Buttocks, breasts, orgasms, parakeets; life isn’t all chocolate and roses on the Place d’Arezzo, but it’s not too bad, either, especially if you’re Zachary Bidermann, who, by virtue of being “a trained economist,” has climbed the ladder all the way up to the more ethereal elevations of the European Union. He also enjoys a priapic second career, though not indiscriminately; he would never dream, say, of entangling himself with his secretary, Madame Singer, who, à la a certain presidential candidate, wears “a tight navy blue pantsuit” and a thin smile. Madame Singer may be shapeless and humorless, but she knows a thing or two about the world. So does M. de Couvigne, a prominent banker who, among other things, is called to explain to a young son that certain men enjoy kissing each other as “a mommy and daddy do,” then is delighted when the kid reacts with revulsion at the thought.
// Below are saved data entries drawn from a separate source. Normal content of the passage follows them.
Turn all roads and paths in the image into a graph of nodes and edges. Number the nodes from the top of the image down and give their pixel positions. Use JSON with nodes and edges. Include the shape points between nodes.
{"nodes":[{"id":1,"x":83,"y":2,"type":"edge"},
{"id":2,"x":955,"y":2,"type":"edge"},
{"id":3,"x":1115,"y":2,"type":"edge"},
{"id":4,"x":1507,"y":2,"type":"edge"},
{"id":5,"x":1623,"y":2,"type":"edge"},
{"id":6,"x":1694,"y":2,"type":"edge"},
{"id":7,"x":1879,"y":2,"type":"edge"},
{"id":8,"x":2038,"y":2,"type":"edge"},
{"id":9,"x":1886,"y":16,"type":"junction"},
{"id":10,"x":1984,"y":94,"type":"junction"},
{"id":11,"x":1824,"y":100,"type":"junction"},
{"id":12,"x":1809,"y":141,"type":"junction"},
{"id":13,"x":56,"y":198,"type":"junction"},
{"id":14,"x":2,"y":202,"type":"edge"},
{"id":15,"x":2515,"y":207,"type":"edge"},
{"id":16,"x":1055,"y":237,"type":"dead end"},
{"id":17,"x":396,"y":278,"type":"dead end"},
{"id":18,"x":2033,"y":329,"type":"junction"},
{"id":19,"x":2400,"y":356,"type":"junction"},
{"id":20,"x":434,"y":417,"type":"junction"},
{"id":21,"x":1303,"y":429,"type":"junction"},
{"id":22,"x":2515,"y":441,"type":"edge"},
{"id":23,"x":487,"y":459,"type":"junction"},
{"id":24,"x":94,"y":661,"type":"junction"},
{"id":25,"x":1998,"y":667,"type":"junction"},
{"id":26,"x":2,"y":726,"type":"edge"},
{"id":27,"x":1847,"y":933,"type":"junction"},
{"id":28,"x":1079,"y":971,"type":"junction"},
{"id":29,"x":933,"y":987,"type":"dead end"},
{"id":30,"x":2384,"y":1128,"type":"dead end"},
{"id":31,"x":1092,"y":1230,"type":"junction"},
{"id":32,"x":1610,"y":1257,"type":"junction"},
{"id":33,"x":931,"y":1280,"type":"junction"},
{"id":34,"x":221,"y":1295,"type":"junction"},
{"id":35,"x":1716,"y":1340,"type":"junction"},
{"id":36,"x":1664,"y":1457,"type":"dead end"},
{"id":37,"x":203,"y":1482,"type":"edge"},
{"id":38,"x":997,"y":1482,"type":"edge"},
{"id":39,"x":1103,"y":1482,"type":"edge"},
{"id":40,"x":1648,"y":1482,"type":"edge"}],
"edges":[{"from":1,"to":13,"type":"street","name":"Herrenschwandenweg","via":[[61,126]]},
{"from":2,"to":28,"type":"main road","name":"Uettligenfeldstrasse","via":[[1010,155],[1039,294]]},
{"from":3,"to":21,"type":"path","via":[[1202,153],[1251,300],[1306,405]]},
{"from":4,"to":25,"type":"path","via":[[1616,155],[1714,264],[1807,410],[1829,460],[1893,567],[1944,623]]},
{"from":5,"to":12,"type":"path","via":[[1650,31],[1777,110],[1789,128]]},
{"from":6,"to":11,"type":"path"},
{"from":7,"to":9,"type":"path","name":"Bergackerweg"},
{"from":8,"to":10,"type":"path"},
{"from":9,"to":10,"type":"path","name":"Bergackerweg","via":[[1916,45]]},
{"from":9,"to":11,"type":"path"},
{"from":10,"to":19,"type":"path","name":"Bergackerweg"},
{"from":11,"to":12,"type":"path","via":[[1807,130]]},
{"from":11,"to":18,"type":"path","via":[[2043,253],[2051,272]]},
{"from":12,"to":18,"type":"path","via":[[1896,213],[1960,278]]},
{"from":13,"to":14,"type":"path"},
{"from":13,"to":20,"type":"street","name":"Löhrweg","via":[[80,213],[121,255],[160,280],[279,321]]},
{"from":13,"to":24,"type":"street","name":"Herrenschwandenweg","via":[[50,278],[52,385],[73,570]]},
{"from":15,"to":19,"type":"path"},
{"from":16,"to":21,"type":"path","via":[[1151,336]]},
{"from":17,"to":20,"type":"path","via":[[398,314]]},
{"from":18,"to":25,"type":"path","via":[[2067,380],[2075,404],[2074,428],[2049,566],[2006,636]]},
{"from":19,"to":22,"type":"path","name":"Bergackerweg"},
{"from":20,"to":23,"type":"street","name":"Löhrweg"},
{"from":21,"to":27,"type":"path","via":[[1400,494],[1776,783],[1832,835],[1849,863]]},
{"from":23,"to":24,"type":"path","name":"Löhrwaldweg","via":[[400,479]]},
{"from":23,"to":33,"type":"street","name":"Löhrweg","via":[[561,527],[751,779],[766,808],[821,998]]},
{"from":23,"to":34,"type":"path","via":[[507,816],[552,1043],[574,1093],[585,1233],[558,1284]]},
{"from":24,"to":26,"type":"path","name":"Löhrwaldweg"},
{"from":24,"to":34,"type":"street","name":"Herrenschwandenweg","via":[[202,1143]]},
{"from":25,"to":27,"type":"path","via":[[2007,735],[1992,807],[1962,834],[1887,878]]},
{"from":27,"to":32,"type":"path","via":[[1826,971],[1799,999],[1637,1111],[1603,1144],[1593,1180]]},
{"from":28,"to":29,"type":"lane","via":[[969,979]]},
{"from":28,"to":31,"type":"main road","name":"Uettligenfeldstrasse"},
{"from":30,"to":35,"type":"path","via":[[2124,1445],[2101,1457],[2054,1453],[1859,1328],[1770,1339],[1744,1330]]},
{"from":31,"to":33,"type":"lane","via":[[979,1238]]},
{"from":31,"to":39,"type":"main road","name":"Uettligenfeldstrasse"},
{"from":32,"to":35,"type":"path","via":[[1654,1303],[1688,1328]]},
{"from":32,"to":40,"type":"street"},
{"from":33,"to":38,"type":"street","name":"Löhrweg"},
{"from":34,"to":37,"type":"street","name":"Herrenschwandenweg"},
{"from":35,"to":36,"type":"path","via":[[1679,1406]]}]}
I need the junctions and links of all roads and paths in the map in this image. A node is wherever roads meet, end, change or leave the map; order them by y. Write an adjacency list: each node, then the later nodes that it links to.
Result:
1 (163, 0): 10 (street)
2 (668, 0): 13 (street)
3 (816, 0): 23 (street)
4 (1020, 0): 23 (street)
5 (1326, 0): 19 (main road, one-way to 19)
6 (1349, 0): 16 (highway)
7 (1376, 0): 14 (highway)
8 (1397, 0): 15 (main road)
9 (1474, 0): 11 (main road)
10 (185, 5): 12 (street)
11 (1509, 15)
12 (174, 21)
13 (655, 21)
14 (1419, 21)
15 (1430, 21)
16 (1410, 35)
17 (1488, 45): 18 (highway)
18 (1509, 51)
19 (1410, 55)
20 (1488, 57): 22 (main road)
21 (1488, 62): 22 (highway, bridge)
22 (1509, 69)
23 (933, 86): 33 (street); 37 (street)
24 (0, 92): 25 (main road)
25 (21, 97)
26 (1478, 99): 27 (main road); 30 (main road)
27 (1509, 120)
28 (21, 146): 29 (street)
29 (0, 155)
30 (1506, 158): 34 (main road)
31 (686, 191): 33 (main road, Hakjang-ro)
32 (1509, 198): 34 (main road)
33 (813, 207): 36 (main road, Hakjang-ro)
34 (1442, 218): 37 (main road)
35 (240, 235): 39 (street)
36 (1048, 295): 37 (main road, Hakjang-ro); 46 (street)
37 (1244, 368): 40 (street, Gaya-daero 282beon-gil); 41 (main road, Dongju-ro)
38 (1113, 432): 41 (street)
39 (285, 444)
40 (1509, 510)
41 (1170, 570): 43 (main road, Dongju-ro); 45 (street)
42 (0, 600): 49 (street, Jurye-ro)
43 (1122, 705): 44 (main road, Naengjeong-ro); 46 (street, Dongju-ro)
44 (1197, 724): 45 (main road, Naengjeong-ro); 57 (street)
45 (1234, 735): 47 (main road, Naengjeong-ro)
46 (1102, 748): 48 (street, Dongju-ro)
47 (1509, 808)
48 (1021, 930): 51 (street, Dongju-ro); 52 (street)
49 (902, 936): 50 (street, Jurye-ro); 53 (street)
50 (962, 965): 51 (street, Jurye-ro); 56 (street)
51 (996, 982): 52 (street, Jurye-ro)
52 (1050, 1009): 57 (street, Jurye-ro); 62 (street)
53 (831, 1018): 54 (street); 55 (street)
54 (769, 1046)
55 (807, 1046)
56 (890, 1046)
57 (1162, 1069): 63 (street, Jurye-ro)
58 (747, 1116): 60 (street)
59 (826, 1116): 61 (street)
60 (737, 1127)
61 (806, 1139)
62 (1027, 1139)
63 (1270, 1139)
Of course, kids find kissing pretty icky anyway, but no matter; just about everyone in this book, the first full-length novel by Schmitt (Three Women in a Mirror, 2013, etc.) to appear in English, is pretty icky, too, man and woman and bird alike. (Yes, bird.) The story picks up when news of Zachary’s epic thrusting gets out, and suddenly he’s seen not as a charming Casanova but instead as the creepy kin of Dominique Strauss-Kahn: “While your own wife was just a few yards away, throwing a party in your honor, you forced yourself on a poor woman!” shouts a colleague, to which Zachary merely shrugs. The takedown, hundreds of pages in the coming, so to speak, is well-deserved. Still, Schmitt’s novel too often verges on high-minded smut; at those points, it’s a Jacqueline Susann yarn with fewer drugs and better furniture. Birds, too.
Middling literary erotica: not quite Kundera but raw enough to satisfy a curious teenager.